▶ _What you have to do_
All lines in the records that carry the string "Willow" are to be shown.

(Collected data entries)

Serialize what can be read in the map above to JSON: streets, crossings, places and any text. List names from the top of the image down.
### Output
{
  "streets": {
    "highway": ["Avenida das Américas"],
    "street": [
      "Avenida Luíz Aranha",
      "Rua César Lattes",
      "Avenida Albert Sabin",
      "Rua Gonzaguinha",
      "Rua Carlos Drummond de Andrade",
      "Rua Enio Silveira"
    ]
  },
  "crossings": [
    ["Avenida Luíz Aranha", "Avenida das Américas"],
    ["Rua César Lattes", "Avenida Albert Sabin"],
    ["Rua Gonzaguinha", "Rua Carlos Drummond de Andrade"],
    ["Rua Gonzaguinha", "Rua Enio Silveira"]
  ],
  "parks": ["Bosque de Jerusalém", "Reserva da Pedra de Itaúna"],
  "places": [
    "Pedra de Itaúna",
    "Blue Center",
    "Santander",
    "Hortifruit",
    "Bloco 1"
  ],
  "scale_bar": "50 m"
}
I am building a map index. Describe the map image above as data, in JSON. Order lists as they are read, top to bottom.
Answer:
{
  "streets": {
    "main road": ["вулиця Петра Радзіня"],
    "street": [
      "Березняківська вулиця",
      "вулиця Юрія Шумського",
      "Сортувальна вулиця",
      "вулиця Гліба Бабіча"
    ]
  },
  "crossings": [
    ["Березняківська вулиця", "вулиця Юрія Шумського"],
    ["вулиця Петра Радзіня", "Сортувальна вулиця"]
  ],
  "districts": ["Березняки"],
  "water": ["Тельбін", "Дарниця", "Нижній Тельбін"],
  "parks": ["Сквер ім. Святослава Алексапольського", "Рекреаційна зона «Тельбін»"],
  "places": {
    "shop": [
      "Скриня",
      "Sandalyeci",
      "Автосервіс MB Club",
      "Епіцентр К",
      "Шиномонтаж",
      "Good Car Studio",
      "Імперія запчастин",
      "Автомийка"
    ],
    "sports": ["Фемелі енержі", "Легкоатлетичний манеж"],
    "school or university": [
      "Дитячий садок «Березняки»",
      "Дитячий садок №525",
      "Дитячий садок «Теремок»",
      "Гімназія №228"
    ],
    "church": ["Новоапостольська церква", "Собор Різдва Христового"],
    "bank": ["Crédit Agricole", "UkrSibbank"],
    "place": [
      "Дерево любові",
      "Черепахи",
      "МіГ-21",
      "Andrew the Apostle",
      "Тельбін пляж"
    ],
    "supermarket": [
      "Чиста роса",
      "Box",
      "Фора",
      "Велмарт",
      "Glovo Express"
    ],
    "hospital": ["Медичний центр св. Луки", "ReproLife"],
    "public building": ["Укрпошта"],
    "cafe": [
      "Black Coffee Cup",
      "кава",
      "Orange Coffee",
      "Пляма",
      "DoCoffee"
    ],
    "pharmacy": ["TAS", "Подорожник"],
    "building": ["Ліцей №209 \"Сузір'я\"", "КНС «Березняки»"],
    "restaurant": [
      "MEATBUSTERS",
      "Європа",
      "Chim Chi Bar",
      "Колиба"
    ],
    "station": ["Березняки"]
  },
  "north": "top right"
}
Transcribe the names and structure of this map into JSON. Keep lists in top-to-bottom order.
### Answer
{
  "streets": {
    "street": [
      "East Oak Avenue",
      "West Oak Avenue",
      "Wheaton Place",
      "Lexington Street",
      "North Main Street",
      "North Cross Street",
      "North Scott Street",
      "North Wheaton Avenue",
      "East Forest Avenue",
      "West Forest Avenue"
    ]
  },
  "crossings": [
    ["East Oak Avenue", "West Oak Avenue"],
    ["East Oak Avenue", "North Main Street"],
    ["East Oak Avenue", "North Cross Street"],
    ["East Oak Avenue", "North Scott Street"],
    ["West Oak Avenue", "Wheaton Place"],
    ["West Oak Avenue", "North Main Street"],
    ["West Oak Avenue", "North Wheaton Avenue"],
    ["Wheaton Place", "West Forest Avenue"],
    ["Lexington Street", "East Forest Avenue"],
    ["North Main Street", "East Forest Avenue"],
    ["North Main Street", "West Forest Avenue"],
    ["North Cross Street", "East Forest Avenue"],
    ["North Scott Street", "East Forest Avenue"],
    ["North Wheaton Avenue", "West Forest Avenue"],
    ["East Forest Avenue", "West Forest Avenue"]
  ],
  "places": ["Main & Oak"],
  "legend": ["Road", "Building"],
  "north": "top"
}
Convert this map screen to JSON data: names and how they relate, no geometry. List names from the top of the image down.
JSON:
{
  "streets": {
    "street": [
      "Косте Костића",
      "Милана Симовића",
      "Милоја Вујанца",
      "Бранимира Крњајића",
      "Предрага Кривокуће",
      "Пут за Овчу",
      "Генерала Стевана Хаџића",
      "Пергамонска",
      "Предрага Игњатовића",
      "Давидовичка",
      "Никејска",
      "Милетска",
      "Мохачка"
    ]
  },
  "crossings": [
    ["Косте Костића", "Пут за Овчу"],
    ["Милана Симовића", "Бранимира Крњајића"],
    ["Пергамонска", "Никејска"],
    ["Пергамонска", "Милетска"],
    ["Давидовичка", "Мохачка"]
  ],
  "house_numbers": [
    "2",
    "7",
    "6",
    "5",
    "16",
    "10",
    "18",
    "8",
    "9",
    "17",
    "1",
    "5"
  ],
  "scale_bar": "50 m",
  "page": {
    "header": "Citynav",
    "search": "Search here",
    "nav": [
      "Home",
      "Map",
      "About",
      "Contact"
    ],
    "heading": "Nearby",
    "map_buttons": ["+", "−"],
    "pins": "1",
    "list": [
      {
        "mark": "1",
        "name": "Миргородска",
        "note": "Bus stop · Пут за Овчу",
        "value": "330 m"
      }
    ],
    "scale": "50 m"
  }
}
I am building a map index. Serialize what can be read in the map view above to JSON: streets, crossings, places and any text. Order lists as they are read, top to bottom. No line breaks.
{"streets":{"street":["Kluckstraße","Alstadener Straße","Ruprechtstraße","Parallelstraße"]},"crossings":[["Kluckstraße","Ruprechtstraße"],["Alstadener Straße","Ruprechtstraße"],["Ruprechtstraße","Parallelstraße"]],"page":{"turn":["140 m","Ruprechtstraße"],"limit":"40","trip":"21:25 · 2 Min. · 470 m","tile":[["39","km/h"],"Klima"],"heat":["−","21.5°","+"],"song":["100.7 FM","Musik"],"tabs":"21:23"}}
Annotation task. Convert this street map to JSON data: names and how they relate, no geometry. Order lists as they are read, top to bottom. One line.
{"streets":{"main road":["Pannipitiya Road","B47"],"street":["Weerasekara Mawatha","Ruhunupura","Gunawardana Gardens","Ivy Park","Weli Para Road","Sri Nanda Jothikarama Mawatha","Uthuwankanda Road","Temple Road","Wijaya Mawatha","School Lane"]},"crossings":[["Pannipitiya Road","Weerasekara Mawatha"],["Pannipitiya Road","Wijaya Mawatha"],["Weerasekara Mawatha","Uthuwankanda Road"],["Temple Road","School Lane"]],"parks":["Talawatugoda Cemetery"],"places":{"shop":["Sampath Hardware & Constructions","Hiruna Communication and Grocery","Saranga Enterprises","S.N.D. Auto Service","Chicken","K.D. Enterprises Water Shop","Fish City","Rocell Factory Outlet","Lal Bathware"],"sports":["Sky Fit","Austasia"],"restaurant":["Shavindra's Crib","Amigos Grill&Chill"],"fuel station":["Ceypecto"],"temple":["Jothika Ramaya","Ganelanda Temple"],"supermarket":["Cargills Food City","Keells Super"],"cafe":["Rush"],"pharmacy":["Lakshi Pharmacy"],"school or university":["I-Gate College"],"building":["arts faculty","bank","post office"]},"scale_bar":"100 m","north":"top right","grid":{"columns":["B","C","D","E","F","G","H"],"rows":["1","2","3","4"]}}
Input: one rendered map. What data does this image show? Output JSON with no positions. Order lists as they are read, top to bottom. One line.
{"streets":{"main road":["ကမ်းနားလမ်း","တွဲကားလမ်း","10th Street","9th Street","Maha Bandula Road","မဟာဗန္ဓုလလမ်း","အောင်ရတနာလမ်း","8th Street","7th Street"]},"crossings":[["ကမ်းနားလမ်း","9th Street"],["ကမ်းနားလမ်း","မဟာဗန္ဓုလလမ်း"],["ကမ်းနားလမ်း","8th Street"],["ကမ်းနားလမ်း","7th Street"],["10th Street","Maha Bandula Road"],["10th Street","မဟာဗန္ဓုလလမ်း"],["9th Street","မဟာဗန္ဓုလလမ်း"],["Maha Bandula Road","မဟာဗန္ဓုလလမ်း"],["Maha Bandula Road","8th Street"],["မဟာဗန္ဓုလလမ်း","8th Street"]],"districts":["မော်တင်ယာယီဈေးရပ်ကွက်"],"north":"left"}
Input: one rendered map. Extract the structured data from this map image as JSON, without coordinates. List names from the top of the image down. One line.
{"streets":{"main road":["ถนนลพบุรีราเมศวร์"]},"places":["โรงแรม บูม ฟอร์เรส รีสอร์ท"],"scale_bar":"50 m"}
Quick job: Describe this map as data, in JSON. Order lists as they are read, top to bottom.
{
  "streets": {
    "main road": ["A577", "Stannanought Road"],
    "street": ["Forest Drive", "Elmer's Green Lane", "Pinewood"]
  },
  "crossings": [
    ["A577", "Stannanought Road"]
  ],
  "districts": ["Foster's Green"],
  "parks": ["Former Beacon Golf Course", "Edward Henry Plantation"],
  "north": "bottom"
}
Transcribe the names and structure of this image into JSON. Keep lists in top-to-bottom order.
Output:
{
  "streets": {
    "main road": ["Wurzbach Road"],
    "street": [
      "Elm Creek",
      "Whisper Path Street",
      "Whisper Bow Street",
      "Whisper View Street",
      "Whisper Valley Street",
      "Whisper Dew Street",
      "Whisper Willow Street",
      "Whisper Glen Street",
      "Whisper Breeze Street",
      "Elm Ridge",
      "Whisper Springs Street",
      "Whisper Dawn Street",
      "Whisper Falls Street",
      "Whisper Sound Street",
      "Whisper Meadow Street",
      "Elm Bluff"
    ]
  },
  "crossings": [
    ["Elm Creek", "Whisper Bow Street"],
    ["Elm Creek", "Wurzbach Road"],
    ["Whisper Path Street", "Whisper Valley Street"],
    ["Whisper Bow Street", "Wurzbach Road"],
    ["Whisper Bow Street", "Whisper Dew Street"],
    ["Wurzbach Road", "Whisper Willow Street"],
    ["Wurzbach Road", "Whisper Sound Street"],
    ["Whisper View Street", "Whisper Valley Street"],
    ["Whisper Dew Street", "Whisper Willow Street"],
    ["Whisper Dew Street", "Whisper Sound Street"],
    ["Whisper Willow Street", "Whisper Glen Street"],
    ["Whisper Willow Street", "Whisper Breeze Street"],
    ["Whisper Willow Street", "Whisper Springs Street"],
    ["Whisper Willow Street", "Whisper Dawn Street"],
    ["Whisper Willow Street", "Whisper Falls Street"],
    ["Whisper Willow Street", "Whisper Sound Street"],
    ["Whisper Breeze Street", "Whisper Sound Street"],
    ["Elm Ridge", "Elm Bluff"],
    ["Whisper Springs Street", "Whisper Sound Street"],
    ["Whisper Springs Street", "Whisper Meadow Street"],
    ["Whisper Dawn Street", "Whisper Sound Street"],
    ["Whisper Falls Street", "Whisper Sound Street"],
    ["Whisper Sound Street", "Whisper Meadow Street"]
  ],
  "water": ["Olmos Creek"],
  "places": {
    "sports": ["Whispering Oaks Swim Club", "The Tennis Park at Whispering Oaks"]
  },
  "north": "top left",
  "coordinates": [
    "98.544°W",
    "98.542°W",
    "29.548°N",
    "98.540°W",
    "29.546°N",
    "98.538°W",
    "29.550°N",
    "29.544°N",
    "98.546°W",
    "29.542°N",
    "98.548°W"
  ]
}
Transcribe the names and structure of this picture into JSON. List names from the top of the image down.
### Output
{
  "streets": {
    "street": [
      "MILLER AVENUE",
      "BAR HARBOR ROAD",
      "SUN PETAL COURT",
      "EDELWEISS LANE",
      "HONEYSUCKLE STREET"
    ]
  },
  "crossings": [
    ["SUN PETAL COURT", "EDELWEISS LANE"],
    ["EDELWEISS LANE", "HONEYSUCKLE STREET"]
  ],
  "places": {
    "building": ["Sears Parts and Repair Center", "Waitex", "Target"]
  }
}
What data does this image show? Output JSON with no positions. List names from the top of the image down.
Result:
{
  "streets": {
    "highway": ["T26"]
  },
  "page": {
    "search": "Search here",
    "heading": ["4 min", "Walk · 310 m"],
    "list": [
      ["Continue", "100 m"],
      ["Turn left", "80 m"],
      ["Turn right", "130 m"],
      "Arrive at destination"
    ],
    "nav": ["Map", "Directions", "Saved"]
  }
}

▶ _Task response_
      "Whisper Willow Street",
    ["Wurzbach Road", "Whisper Willow Street"],
    ["Whisper Dew Street", "Whisper Willow Street"],
    ["Whisper Willow Street", "Whisper Glen Street"],
    ["Whisper Willow Street", "Whisper Breeze Street"],
    ["Whisper Willow Street", "Whisper Springs Street"],
    ["Whisper Willow Street", "Whisper Dawn Street"],
    ["Whisper Willow Street", "Whisper Falls Street"],
    ["Whisper Willow Street", "Whisper Sound Street"],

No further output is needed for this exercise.